Herói de quilômetros pisados em todos os cantos do mundo, aquele sapado já tinha as marcas do uso na sola gasta. Mas era um excelente sapato, companheiro do cotidiano.
Tinha que substituí-lo, pois começava a dar mostras de que escapava do pé. Não sei bem se é a gente que encolhe com o tempo ou se é o couro do sapato que espicha. Melhor pensar que reduzindo o “trago” o pé desincha. Tô nessa!
Pois comprei o sapato novo e já coloquei o velho pisante na caixa com o propósito de doá-lo ao primeiro necessitado que encontrasse. E foi prá já, ali mesmo no SHOPING L´AMÉRICA!
Vi três haitianos indo para a casa de câmbio e um deles tinha todos os dedos sobrando numa sandália sobrevivente do terremoto. Discretamente calculei o tamanho do pé e fui ao encontro dele.
Com um francês macarrônico cumprimentei, tirei da sacola a caixa de sapato e fiz a oferta. Com certeza ele nada entendeu e me achou com cara de vendedor ambulante. Felizmente o outro haitiano que estava junto entendeu, agarrou a caixa e agradeceu.
Daí então os dois começaram a falar na língua deles e observei que o sapato ficou com aquele que estava com as sandálias. Ótimo!
Feliz, fui sentar com a família para acompanhá-los num cafezinho e dê-lhe cruzar os pés, sacudi-los, bater nos sapatos novos e ninguém para comentar: – “E aí! De sapato novo, hem!”.
Tem mulher que reclama se ninguém repara no penteado novo, na roupa nova e tudo aquilo que está diferente.
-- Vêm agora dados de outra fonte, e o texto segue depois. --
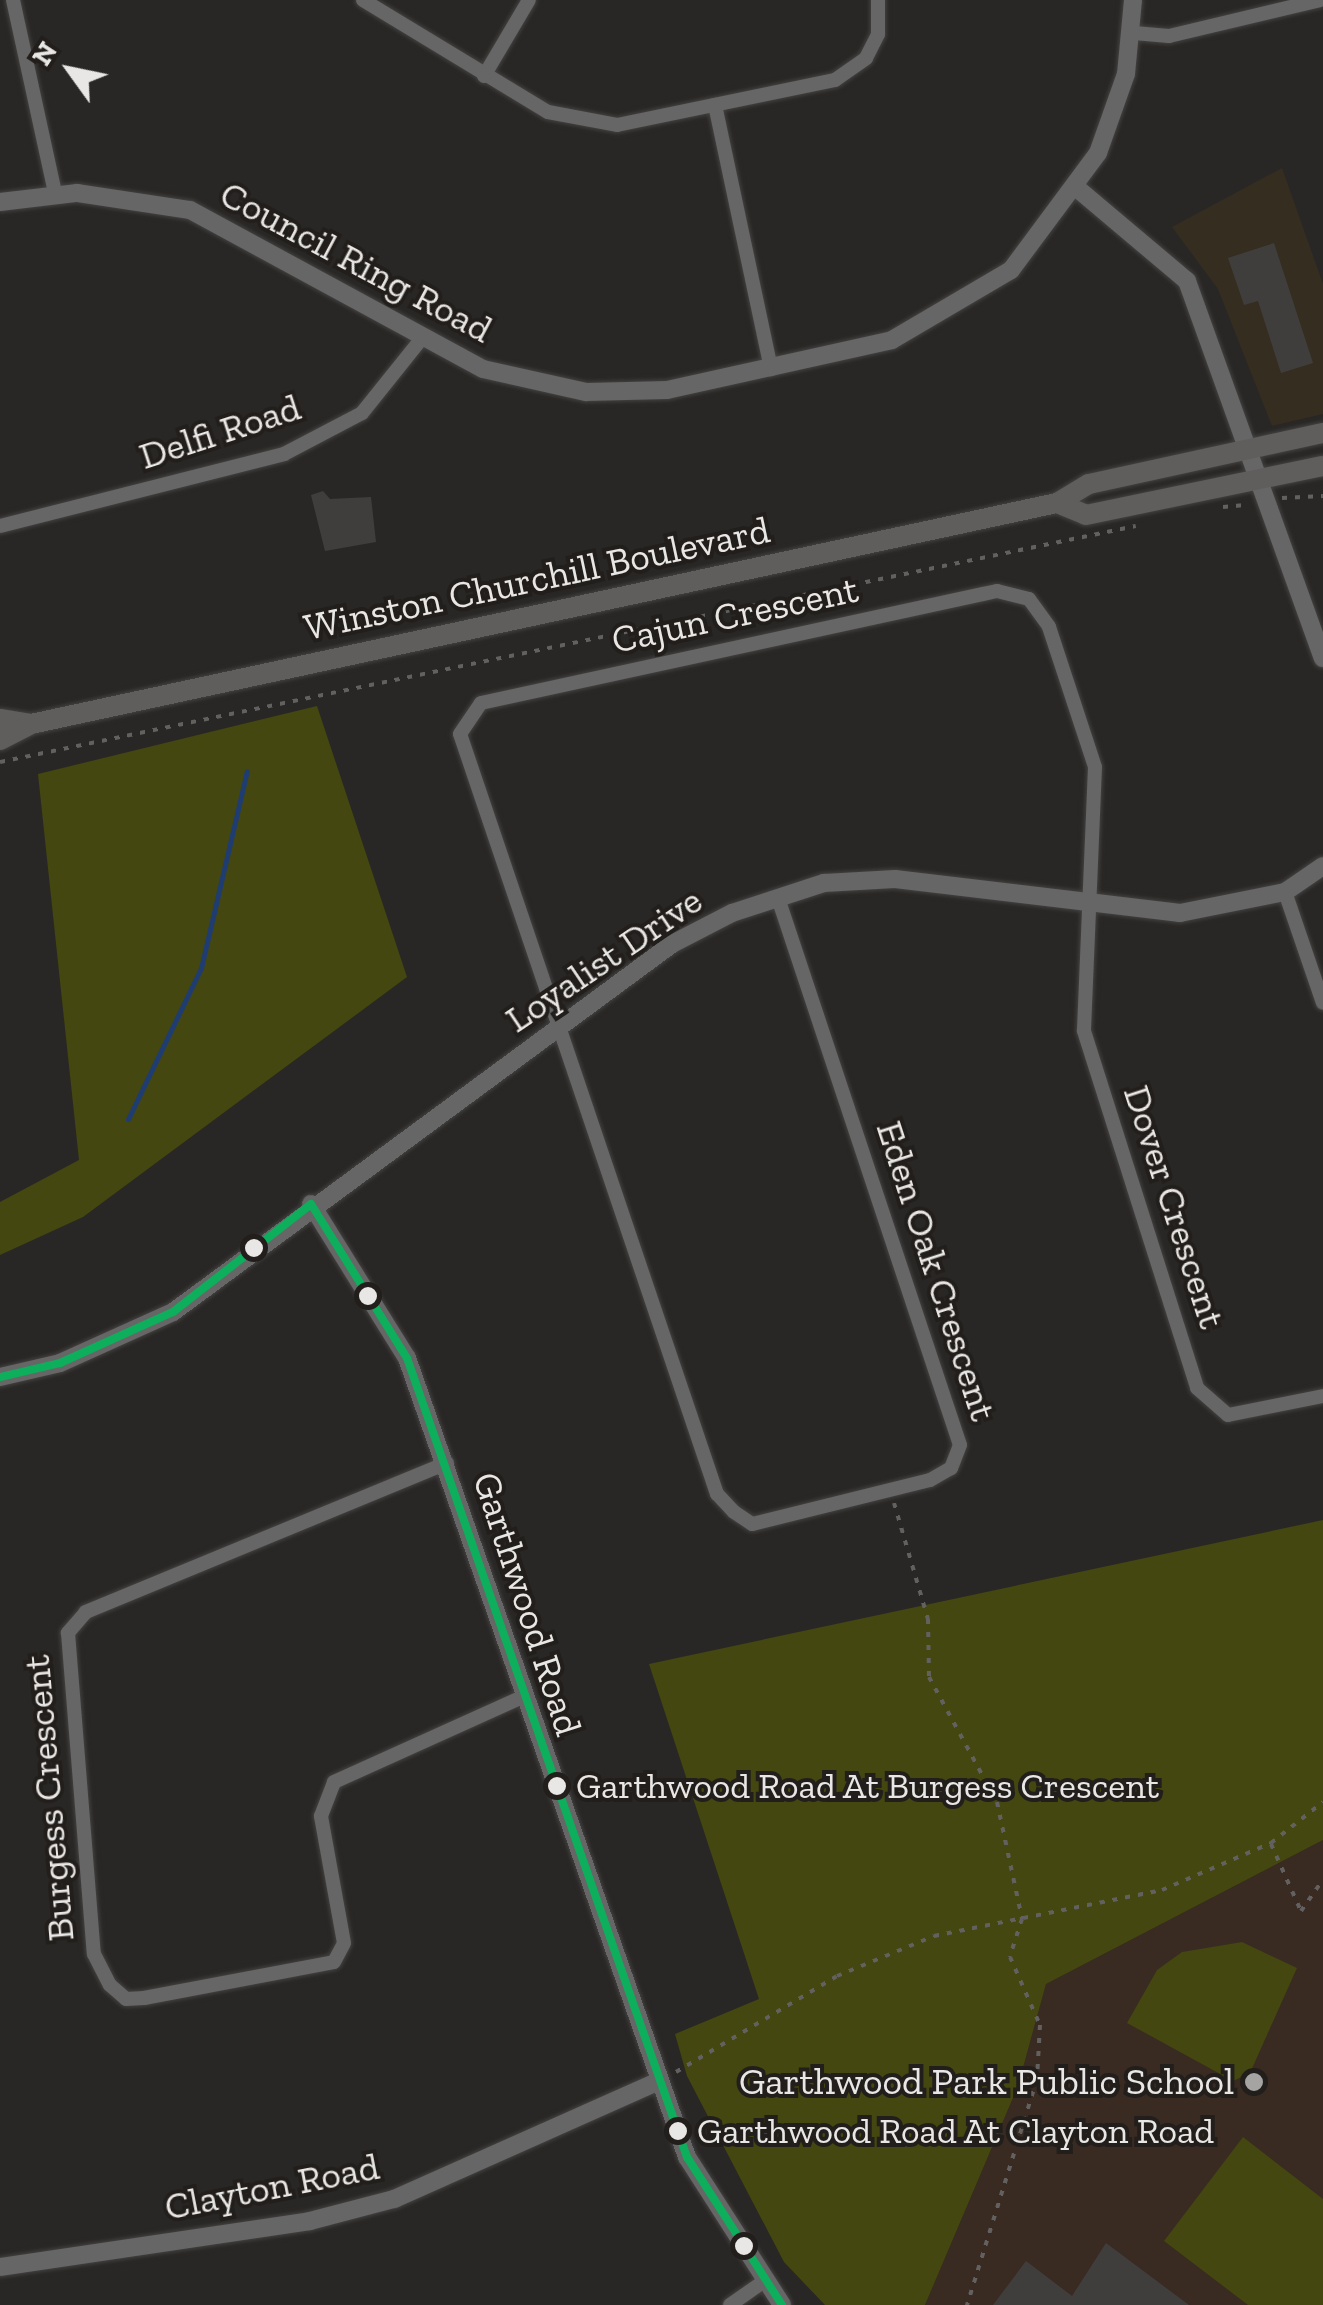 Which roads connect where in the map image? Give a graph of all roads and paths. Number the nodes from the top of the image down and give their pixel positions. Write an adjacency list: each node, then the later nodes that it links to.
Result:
1 (13, 0): 11 (street)
2 (363, 0): 8 (street)
3 (529, 0): 8 (street)
4 (878, 0): 9 (street)
5 (1133, 0): 7 (street, Council Ring Road)
6 (1320, 0): 7 (street)
7 (1134, 34): 10 (street, Council Ring Road)
8 (484, 76): 9 (street)
9 (714, 105): 14 (street)
10 (1079, 190): 14 (street, Council Ring Road); 16 (street)
11 (55, 193): 12 (street, Council Ring Road); 13 (street, Council Ring Road)
12 (0, 202)
13 (422, 338): 14 (street, Council Ring Road); 22 (street, Delfi Road)
14 (771, 368)
15 (1323, 433): 16 (main road, Winston Churchill Boulevard)
16 (1246, 450): 18 (street); 21 (main road, Winston Churchill Boulevard)
17 (1323, 466): 18 (main road, Winston Churchill Boulevard)
18 (1256, 481): 21 (main road, Winston Churchill Boulevard); 24 (street)
19 (1323, 496): 20 (path)
20 (1287, 497)
21 (1057, 503): 26 (main road, Winston Churchill Boulevard)
22 (0, 526)
23 (1126, 528): 28 (path)
24 (1323, 658)
25 (0, 720): 26 (main road, Winston Churchill Boulevard)
26 (31, 724): 27 (main road, Winston Churchill Boulevard)
27 (0, 740)
28 (0, 762)
29 (1323, 866): 30 (street, Loyalist Drive)
30 (1285, 892): 32 (street, Loyalist Drive); 33 (street)
31 (778, 898): 32 (street, Loyalist Drive); 34 (street, Loyalist Drive); 39 (street, Eden Oak Crescent)
32 (1086, 906): 34 (street, Cajun Crescent); 37 (street, Dover Crescent)
33 (1323, 1002)
34 (562, 1026): 35 (street, Loyalist Drive); 39 (street, Eden Oak Crescent)
35 (310, 1204): 36 (street, Loyalist Drive); 38 (street, Garthwood Road)
36 (0, 1376)
37 (1323, 1396)
38 (447, 1463): 40 (street, Garthwood Road); 40 (street, Burgess Crescent)
39 (891, 1490): 44 (path)
40 (522, 1696): 45 (street, Garthwood Road)
41 (1323, 1802): 42 (path)
42 (1271, 1843): 43 (path); 44 (path)
43 (1323, 1879)
44 (1022, 1919): 45 (path); 50 (path)
45 (655, 2083): 46 (street, Clayton Road); 47 (street, Garthwood Road)
46 (0, 2266)
47 (762, 2283): 48 (street); 49 (street, Garthwood Road)
48 (730, 2305)
49 (782, 2305)
50 (968, 2305)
A indiferença dói!
No caso do meu sapato, ninguém dava bola. Tudo bem!
Ficarei feliz se os dedões do pé daquele haitiano se sentirem confortáveis no sapato velho que ganhou.
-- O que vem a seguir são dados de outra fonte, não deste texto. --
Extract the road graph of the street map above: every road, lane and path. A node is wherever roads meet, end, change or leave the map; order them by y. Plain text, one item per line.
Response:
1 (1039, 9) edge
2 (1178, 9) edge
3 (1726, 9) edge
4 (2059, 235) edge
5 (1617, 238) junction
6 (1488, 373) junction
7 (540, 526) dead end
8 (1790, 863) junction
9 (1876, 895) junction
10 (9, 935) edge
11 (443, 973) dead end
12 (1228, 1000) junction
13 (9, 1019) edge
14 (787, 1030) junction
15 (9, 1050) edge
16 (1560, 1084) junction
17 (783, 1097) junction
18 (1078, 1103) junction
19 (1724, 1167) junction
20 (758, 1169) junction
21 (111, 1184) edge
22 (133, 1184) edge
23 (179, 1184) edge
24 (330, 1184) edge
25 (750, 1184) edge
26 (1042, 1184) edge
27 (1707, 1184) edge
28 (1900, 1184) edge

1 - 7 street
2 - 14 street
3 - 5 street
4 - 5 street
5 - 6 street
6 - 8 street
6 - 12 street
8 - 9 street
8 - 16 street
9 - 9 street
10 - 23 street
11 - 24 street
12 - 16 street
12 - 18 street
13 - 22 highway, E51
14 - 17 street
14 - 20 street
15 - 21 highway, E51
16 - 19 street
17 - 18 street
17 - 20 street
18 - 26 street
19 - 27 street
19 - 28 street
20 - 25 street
Enquanto isto vou continuar pisando por aí, sem qualquer notoriedade para o FERRACINI, amaciando os pés de viajante até que ele gaste a sola.
Se virem por aí um haitiano feliz, calçando um sapato preto com fivela no lado e o bico meio curvado para cima, é ele: aquele velho sapato, companheiro de andanças que por muitos anos foi o protetor de meus pés. Que Deus o proteja de terremotos. Amém!